# Seared Steak in Kitchen... Smoked Up The Whole House



## thecactuswill (Aug 9, 2006)

I was watching rachel ray the other day, and she pan-fried steaks with olive oil. So I tried it. The steak turned out just like as shown on the show. But I turned around and looked across the kitchen, and the whole house was full of smoke! I couldn't even see across the living/dining rooms. Now the whole house stinks and it really pissed off my roommates. What did I do wrong? Any tips on deodorizing?


----------



## GB (Aug 9, 2006)

You didn't do anything wrong. That does happen. What you need to do is make sure you have an exhaust fan on and a window open. 

Welcome to the site!


----------



## pdswife (Aug 9, 2006)

Yep. It happens.  
Tell your roommates to mellow out and enjoy dinner.
They are lucky they have someone to cook for them.


----------



## thecactuswill (Aug 9, 2006)

Thank You for the welcome.

I don't have an exhaust fan, unfortunately.  There is an overhead microwave above the stove, where the fan would normally be.  But I must have done something wrong.  On the show, the steaks didn't smoke at all while cooking.  When I did it, they didn't seem overwhelming until by the time I was done and realized I can't see across the house.  I didn't use but a couple tbsp of olive oil.  Maybe the heat was too high?


----------



## GB (Aug 9, 2006)

Nope trust me you did it right. You didn't see the smoke on the TV show because the set they are on has a ton of open space and the have powerful fans going. Steaks do smoke like that when you cook them inside. If they didn't then you probably would have been doing something wrong.


----------



## FryBoy (Aug 9, 2006)

I no longer pan broil because the kitchen in our current home has a crappy down-draft vent -- a good hood with powerful fans vented to the outside is essential for pan grilling, as well as many other things. Thus the beauty of the gas grill just outside the back door.


----------



## ChefScotty (Aug 9, 2006)

Your heat was probably a tad too high since olive oil has a relatively low smoke point.    Rachel Ray does so many retakes there's rarely any hot food around her.    I use a raised cast iron skillet at home to grill mark sometimes and the place always looks like a fire just got put out.   Love that smell though!


----------



## GB (Aug 9, 2006)

Cooking steaks inside is a perfect way to test your fire alarms!


----------



## thecactuswill (Aug 9, 2006)

ChefScotty said:
			
		

> Your heat was probably a tad too high since olive oil has a relatively low smoke point. Rachel Ray does so many retakes there's rarely any hot food around her. I use a raised cast iron skillet at home to grill mark sometimes and the place always looks like a fire just got put out. Love that smell though!


 
Yeah.  But although I let the oil heat up in the pan all the way before putting the steak on, the smoke was minimal until I put on the meat and then it was


----------



## Michael in FtW (Aug 9, 2006)

Smoke happens when you pan fry a steak. As others have already noted - you need a good exhaust vent over the stove that vents to the outside or you need to open some windows, turn the fan on your AC to the on position, and have something like a box fan sitting in the window nearest the kitchen blowing out (so it draws the smoke out).

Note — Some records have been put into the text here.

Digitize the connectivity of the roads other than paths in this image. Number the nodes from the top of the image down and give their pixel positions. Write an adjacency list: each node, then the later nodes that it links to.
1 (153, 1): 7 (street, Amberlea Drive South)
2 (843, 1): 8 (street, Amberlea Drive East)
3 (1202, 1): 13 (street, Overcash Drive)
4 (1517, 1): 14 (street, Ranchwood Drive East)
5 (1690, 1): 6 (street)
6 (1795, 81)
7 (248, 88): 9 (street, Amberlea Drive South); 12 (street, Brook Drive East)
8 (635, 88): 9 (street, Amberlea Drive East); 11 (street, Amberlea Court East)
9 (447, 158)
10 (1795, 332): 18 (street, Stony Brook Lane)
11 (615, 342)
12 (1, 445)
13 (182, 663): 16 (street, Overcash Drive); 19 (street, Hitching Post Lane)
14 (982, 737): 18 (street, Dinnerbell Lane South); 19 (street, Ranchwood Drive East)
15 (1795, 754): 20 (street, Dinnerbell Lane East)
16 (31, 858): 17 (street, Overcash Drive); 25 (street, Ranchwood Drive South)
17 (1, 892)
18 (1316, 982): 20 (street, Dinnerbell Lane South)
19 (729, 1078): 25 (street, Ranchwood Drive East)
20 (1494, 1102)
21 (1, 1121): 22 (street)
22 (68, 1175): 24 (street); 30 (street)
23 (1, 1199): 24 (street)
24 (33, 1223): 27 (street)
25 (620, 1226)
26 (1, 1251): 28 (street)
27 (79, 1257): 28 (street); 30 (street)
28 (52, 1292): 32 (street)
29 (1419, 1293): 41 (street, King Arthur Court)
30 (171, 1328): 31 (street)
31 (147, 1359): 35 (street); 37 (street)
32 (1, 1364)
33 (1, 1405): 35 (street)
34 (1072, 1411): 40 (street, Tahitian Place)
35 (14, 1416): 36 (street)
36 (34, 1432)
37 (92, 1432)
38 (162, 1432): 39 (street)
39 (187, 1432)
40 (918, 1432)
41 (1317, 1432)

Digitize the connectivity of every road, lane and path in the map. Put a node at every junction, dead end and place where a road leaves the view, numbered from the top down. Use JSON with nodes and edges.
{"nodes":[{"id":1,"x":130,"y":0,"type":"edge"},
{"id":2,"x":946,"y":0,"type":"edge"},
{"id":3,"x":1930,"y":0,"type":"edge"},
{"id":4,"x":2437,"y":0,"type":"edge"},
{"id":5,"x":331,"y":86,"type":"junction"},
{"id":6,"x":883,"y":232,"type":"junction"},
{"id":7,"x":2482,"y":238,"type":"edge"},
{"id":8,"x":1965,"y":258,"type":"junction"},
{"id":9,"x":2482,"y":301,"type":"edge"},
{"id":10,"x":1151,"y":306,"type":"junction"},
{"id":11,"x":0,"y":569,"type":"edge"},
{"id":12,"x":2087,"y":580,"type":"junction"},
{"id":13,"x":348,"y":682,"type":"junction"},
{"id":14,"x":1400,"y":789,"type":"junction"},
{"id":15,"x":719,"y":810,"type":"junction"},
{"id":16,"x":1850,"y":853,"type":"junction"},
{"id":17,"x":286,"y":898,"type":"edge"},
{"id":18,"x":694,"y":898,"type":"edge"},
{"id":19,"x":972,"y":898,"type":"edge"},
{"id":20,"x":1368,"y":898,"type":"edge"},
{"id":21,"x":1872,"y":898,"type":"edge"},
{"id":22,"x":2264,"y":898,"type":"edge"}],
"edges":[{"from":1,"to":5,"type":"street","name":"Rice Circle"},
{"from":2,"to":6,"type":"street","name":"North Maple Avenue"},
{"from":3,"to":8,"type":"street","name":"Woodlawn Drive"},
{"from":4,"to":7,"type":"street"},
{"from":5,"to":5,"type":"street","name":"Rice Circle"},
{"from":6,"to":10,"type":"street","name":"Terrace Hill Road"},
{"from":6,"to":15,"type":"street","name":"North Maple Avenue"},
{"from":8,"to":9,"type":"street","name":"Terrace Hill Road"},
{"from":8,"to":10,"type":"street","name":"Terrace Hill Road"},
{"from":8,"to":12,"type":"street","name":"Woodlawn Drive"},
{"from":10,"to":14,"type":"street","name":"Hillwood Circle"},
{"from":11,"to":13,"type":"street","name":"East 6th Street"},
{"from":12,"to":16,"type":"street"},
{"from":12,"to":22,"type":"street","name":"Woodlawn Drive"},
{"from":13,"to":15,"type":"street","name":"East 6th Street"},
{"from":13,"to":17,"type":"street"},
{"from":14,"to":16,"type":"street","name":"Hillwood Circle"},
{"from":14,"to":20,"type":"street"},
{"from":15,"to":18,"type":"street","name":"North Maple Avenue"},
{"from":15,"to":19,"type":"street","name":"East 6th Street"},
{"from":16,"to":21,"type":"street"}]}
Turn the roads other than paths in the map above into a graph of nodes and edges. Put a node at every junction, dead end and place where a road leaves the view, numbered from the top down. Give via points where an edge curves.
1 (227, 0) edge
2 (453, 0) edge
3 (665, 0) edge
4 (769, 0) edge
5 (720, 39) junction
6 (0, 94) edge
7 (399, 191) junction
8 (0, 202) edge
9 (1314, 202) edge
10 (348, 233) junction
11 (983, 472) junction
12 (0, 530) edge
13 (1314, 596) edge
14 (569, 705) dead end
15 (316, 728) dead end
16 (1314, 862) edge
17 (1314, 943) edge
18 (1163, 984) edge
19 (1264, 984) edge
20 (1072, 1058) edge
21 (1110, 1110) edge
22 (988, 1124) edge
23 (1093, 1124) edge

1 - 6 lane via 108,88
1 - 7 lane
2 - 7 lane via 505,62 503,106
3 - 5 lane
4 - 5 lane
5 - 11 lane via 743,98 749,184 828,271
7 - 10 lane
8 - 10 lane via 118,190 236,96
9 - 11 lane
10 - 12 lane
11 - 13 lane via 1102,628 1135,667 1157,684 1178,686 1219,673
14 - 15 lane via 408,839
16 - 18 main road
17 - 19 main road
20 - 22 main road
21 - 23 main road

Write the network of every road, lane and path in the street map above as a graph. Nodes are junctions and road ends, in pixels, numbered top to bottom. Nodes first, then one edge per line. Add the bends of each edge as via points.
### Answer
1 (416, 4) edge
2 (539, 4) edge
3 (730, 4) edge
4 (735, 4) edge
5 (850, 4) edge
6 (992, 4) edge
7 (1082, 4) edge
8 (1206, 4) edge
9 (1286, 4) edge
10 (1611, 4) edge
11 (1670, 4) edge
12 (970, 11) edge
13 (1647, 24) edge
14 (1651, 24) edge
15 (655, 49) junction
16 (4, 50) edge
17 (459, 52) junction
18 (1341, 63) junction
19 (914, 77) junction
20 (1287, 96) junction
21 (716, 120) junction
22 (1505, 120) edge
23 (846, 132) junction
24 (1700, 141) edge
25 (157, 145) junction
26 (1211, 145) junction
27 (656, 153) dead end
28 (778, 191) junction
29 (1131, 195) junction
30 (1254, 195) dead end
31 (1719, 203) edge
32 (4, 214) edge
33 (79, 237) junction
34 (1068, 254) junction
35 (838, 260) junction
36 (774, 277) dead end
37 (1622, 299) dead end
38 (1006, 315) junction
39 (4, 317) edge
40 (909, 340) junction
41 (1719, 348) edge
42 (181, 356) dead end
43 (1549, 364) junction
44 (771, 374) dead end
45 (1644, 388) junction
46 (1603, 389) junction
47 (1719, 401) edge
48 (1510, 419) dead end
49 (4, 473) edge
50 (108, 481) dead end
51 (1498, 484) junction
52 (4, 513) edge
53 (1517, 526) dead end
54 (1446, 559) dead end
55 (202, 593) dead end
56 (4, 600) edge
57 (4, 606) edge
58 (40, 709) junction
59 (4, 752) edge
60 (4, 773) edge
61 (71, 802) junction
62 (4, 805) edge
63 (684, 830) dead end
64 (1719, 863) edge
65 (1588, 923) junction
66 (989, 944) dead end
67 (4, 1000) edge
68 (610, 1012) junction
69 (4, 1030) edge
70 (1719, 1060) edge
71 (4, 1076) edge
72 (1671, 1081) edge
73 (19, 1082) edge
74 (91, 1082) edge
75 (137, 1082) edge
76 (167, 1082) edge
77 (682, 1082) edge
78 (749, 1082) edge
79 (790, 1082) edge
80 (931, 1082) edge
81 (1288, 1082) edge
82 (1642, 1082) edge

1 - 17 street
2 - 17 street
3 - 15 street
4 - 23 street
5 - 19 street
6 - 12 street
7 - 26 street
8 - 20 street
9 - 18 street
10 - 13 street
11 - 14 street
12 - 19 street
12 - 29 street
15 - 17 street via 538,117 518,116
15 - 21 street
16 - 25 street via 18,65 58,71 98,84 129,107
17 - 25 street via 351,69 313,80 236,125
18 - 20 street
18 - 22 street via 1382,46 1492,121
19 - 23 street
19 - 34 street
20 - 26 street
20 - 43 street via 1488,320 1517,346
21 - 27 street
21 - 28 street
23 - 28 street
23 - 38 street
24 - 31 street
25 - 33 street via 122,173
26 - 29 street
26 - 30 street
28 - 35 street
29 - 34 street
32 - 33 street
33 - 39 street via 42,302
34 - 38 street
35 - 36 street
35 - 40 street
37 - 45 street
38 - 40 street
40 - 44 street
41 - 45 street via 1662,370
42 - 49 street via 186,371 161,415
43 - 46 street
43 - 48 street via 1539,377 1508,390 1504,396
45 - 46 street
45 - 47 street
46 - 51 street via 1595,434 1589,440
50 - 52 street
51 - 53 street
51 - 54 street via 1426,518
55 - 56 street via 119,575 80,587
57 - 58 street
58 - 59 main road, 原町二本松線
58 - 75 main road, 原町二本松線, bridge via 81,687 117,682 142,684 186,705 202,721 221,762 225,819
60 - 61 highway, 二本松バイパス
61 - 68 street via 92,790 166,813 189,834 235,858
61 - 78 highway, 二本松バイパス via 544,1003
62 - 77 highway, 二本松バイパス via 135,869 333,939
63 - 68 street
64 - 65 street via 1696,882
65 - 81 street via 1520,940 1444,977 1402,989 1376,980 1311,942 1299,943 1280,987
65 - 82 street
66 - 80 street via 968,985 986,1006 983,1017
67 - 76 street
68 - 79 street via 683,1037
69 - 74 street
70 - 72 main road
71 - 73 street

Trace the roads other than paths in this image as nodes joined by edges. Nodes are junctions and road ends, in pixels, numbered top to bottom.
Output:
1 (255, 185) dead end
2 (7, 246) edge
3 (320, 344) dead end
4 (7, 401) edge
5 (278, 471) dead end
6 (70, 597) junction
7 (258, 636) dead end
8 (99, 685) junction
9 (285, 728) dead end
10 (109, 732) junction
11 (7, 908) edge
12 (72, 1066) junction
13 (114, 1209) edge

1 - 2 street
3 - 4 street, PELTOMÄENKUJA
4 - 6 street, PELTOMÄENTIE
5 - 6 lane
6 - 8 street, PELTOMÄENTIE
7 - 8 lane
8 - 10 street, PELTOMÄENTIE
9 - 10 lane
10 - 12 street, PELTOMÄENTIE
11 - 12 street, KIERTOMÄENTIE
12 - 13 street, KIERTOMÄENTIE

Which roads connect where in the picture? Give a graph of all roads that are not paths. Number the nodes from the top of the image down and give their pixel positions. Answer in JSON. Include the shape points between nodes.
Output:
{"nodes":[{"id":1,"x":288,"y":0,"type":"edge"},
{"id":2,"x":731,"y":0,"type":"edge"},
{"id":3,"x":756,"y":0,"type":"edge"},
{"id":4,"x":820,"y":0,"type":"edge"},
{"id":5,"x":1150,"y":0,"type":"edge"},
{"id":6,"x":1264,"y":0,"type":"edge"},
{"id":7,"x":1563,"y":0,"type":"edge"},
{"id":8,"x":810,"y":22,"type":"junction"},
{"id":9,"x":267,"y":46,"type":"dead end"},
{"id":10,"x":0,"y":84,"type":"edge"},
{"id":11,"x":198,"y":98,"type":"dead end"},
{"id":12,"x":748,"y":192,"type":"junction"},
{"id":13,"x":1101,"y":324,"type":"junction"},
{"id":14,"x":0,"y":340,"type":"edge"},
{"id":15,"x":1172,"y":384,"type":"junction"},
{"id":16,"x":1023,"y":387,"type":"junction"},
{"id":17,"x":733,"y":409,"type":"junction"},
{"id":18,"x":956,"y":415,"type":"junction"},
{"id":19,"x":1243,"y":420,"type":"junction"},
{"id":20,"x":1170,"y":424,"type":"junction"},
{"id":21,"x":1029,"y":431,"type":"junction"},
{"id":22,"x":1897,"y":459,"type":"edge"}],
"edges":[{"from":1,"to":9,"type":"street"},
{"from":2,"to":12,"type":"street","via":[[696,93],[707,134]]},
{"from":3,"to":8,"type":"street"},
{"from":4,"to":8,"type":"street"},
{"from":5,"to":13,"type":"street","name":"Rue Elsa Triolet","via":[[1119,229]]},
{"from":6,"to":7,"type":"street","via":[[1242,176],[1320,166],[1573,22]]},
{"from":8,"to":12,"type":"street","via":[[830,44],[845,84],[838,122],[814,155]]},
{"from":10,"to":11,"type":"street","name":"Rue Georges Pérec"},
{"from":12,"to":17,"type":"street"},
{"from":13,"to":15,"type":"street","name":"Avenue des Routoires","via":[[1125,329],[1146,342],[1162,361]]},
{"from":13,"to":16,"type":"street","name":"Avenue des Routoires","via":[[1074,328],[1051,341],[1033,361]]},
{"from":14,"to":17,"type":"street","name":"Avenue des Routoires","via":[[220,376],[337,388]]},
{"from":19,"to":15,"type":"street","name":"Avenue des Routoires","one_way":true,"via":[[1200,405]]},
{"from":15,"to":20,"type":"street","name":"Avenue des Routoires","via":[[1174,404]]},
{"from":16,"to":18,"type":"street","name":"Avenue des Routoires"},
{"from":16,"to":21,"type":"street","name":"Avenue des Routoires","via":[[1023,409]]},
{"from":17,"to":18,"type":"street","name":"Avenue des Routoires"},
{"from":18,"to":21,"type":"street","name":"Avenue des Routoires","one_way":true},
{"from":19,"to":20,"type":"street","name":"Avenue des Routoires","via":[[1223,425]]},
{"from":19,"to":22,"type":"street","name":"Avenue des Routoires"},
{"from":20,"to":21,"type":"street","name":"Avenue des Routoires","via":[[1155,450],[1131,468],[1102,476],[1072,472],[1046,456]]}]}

There _is_ a possibility that you pan was a little hotter than it needed to be (what type of pan, what type of stove, what temp setting, how thick were the steaks, how long did you cook them, etc.) although it appeared to be at the perfect temp when you started out. Although Emeril is the one that harps on "using your knob" - if you watch Rachel - she does it, too.

Yes, steaks will add more fat to the pan, along with meat juices, during cooking - and the better the grade of beef - the more fat. These all contribute to the smoke.

Next time (I know, Rachel didn't do it this way on the show) ... preheat your oven to 350-400 F. Heat your pan, sear the steaks on each side for about 2 minutes - them pop the skillet into the oven to finish. You will have developed the flavors from searing the meat - and you will not smoke up the house/apt as much.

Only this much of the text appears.